You can’t read about the Beat Generation without quickly encountering a note that the label was created by Jack Kerouac, and that it is not exactly accurate, since the ‘generation’ consists of a small social group, not a whole generation of people. Kerouac’s early proclamation of his generation was met with a huge amount of hype and many voices of dissent, which scoffed at the central figures and the writing and coined the term beatnik. I am interested in this preemptive labeling and the idea that Kerouac was knowingly creating a self-enforcing trend, with the insight that the label would help create what it described. This posturing is connected to a lot of what goes on in Kerouac’s novel On the Road. The group’s interest in Herbert Huncke fascinates me, he is a member of the underclass and he seems like a character to him, the kind of person who Neal Cassidy can really dig. He seems to have an advantage in ‘real’ experience over the others because he is a drug dealer and a member of the underclass. They see experience as the supreme meaning; it is almost Godly. There are Marxist implications to their choice to leave the middle class comfort for the experience of hobos and drifters and the unprivileged. Kerouac scrounges for money and work and goes hungry for days, but when his sense of adventure is gone he writes his mother to get her to wire him $50. Their destitute is play poverty. I thought I’d focus on the idea of hypervisibility and appearance and its relation to the spiritual. This might particularly be relevant what I read Desolation Angels, a book written about the fame that Kerouac experienced after On The Road was published, within which I may observe the implications of being seen.

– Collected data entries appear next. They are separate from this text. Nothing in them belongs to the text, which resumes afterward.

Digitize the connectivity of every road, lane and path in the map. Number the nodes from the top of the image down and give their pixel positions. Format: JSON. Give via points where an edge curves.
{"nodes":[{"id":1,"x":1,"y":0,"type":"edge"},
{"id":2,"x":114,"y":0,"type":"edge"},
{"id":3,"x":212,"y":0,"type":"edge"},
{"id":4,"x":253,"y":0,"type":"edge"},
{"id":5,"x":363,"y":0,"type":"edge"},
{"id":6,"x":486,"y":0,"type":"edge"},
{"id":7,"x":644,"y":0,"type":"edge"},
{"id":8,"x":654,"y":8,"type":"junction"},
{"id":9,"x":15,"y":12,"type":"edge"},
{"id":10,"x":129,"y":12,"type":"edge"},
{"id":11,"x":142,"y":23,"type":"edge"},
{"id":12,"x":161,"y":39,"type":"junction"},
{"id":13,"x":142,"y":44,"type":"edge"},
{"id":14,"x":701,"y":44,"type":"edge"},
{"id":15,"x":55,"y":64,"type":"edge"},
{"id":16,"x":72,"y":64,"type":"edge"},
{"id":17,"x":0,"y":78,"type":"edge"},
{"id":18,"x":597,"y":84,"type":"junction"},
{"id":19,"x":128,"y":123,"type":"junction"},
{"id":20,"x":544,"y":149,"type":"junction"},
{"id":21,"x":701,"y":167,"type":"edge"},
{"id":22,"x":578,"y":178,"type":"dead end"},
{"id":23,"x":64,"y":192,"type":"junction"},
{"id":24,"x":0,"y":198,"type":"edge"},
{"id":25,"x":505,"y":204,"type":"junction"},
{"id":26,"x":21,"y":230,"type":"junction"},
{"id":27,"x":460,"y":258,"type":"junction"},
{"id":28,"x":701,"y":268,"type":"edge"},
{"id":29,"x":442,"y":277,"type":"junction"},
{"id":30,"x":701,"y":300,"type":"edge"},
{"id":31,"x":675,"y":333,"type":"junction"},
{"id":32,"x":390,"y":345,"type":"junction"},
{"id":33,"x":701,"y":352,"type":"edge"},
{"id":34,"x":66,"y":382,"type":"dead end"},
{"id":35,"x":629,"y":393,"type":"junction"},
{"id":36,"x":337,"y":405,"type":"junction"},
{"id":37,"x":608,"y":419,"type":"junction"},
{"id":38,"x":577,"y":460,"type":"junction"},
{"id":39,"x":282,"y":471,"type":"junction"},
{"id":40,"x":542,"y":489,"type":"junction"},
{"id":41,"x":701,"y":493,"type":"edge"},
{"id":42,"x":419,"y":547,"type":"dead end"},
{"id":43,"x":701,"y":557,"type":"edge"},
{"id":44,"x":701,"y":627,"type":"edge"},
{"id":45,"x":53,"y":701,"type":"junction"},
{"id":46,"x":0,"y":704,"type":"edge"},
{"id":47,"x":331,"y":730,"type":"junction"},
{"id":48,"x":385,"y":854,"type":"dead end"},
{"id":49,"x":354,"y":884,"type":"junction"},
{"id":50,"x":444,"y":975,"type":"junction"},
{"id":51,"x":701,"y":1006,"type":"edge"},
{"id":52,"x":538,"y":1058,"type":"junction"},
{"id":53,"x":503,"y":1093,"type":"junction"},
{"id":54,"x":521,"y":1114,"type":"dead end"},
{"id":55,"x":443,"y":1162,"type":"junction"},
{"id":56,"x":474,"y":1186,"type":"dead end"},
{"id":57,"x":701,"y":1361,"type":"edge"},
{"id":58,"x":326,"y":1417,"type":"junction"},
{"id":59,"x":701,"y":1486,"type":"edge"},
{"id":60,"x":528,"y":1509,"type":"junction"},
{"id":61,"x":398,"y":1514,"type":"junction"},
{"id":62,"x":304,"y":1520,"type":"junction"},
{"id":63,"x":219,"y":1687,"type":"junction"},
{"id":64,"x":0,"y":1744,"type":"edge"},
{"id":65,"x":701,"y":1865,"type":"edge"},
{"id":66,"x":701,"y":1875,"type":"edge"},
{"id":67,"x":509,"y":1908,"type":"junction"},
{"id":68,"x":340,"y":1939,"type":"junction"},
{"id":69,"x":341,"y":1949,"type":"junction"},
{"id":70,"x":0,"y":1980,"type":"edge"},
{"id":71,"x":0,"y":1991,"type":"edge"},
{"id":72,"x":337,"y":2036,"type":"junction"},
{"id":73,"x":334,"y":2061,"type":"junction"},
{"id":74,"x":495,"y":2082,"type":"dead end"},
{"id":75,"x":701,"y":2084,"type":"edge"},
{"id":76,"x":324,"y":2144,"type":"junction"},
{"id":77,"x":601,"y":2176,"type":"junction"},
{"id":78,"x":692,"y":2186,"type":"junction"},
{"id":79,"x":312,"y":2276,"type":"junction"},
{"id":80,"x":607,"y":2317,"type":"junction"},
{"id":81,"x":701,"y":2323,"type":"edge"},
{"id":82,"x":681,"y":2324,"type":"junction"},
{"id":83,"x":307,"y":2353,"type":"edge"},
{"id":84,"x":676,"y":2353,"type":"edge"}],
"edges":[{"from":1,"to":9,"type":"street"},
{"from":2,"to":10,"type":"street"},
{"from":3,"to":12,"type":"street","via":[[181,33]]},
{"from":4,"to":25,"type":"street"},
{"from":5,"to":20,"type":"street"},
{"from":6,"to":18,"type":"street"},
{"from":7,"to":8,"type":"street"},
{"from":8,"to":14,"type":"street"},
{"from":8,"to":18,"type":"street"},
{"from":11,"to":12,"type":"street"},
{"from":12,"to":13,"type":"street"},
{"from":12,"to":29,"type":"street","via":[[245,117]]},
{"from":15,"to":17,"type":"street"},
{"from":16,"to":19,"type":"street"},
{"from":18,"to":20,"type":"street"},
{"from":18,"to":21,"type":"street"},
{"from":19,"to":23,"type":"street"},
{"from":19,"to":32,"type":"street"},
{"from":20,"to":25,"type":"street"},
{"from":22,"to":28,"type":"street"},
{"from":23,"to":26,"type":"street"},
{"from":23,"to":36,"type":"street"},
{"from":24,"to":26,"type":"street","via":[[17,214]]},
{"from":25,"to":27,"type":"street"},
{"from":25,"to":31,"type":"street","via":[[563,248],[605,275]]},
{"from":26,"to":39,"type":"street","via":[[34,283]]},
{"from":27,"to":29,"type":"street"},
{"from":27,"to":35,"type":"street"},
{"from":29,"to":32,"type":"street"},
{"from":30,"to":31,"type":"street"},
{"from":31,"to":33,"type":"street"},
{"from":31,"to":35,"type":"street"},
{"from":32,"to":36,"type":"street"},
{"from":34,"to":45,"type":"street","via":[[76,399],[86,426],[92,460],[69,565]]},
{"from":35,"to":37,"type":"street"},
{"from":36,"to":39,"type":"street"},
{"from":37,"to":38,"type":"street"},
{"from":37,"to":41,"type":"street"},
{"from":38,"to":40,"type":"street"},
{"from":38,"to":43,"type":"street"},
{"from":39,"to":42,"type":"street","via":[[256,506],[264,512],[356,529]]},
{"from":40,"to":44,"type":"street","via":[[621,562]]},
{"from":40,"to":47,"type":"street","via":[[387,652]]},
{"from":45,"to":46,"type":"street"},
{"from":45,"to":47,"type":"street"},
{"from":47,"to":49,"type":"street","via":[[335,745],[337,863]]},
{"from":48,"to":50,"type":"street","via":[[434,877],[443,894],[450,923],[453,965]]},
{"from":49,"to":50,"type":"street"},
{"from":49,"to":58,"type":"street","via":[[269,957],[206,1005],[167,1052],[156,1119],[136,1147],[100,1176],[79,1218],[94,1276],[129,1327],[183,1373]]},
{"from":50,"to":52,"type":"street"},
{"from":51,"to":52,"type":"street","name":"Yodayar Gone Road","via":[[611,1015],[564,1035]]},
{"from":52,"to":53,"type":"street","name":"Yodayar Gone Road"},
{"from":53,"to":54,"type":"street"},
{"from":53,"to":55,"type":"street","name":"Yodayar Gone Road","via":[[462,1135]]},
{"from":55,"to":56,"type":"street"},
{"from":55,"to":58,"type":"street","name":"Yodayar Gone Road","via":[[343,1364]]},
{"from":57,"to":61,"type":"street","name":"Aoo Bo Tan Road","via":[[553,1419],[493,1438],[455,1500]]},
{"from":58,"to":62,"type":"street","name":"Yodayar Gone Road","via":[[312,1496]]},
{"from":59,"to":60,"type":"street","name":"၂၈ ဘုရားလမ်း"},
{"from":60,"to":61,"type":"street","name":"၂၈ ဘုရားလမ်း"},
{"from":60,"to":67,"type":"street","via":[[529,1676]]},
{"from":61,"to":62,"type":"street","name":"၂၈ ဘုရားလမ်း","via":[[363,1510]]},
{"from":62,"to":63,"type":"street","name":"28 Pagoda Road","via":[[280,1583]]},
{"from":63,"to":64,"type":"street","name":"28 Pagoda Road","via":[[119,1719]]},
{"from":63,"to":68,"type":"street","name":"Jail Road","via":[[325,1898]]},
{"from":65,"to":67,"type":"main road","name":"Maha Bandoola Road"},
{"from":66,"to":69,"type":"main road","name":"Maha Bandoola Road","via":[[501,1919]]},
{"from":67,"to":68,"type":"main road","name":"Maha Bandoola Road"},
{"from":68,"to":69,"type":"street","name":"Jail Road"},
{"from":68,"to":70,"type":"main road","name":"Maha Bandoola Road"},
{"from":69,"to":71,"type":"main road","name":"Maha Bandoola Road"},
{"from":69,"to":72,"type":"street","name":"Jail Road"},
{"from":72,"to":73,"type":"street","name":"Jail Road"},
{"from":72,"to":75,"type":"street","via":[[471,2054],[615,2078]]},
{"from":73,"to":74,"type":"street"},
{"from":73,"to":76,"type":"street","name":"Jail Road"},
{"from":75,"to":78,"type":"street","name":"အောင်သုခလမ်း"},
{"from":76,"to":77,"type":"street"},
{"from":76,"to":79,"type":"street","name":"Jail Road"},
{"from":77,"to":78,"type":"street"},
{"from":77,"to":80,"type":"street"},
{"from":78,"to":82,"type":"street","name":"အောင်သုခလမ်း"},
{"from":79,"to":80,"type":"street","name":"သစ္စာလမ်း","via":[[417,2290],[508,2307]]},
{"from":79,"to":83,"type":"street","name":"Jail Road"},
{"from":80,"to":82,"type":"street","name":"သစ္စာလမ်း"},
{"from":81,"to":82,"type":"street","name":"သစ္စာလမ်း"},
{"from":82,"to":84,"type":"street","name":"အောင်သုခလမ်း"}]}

I have another idea that I wanted to propose, though I don’t know if it has any merit. I thought I might compare Zuckerman Bound by Philip Roth to Desolation Angels by Kerouac. But... I’d hate to waste my project drawing an obvious connection or one that is completely off base. Perhaps I might try and compare the Zuckerman Unbound trilogy to Kerouac’s road novels: On The Road, Desolation Angels, and Visions of Cody. That’s my new idea for the topic, my original was to focus on the poetry of Allen Ginsberg and to try to find a more recent text for me to compare it with.

This is the second big idea I have, which is centered on Howl and other poems by Allen Ginsberg from that period. The change in structure, meter, and the phonic attributes of Howl are intriguing to me. I know the poem’s formal composition is considered rebellious like its content, and the form has been said to form the true voice of the time, unencumbered by what the Beats saw as outdated forms and meaningless grammatical rules. I might look at the differences between his free and explicit style and the materialist and media-saturated world that Ginsberg lived in; in which advertising, television, news, and impersonal urban society stood in for human intimacy and appearances subsumed usurp the place of the real. Again I wanted to explore these issues of the ‘real’ versus the fake and postmodern ideas of questionable meaning, simulacrum, and meta-literature. I would find a novel or poem or maybe even a historical moment to look at in comparison to Howl.

I’m eager to get going, get more specific, get comfortable with something being my one and only topic for the summer. At the least I have a huge number of books to get through so if there isn’t much here I might stumble across it in the days to come.